Indian ancestry maritime Southeast Asia

In the comments, people keep asking about Indonesia, and Java in particular. The reason is pretty simple: before wholesale conversion to Islam maritime Southeast Asia was dominated at the elite level by Indic social and religious forms. I say “Indic” because unlike mainland Southeast Asia Theravada Buddhism did not supplant other Indian religions, and in fact, while indigenous Buddhism that led to the Borobudur temple complex in the 9th-century went extinct, Hinduism persisted for quite a bit longer and persists to this day. Not only are there long-standing Hindu traditions in Bali, but far eastern Java remained a Hindu kingdom until 1770, and there remain Javanese Hindus (some of them are recent converts).

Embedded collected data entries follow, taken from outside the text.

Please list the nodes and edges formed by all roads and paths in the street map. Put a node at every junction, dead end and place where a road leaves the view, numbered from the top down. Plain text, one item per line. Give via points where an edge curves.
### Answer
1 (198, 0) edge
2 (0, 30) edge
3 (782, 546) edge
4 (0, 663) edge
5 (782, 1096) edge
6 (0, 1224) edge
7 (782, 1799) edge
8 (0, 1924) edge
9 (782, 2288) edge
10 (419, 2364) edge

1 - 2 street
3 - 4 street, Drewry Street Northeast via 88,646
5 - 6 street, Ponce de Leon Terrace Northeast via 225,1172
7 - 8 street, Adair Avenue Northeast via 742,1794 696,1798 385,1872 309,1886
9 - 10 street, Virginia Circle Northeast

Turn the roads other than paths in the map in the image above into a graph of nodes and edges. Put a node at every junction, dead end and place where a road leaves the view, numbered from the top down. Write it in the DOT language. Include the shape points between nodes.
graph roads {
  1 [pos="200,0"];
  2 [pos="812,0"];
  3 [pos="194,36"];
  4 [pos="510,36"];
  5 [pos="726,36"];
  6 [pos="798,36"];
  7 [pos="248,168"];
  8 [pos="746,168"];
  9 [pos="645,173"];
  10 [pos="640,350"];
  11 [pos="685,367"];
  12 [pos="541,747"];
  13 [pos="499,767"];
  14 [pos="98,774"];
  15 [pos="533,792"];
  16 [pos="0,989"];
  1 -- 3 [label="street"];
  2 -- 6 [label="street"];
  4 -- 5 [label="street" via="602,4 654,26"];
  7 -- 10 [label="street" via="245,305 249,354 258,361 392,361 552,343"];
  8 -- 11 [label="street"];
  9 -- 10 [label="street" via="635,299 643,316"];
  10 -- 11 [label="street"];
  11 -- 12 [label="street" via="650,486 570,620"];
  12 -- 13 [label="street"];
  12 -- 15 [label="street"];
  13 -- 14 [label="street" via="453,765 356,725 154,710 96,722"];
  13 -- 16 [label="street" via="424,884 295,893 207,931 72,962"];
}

As several mainland Southeast Asian groups seem to have Indian admixture, what is the evidence for Indonesia? (the Singapore genome data offers up some Malays, and though some show recent Indian admixture, all of them have some Indian admixture). Luckily, there is a paper and data, Complex Patterns of Admixture across the Indonesian Archipelago. It uses the GLOBETROTTER framework, so I decided to reanalyze the data in a simpler manner, adding the Cambodians as a check (since from my previous posts you know a fair amount about that as a baseline).

Three points.

1) Definitely gene flow. But on the whole less than mainland Southeast Asia?

2) Lots of heterogeneity. Not surprising. The Sumatra samples seem to be taken from Aceh. This may matter a great deal.

3) In mainland Southeast Asia east of Burma there hasn’t been lots of colonial migration of Indians, nor a great deal of trade. The opportunities within maritime Southeast Asia for contact with outsiders are far greater. The inspection of results from Malaysia indicates continuous gene flow over a long period of time. In contrast, the results from Thailand and Cambodia indicate an early pulse.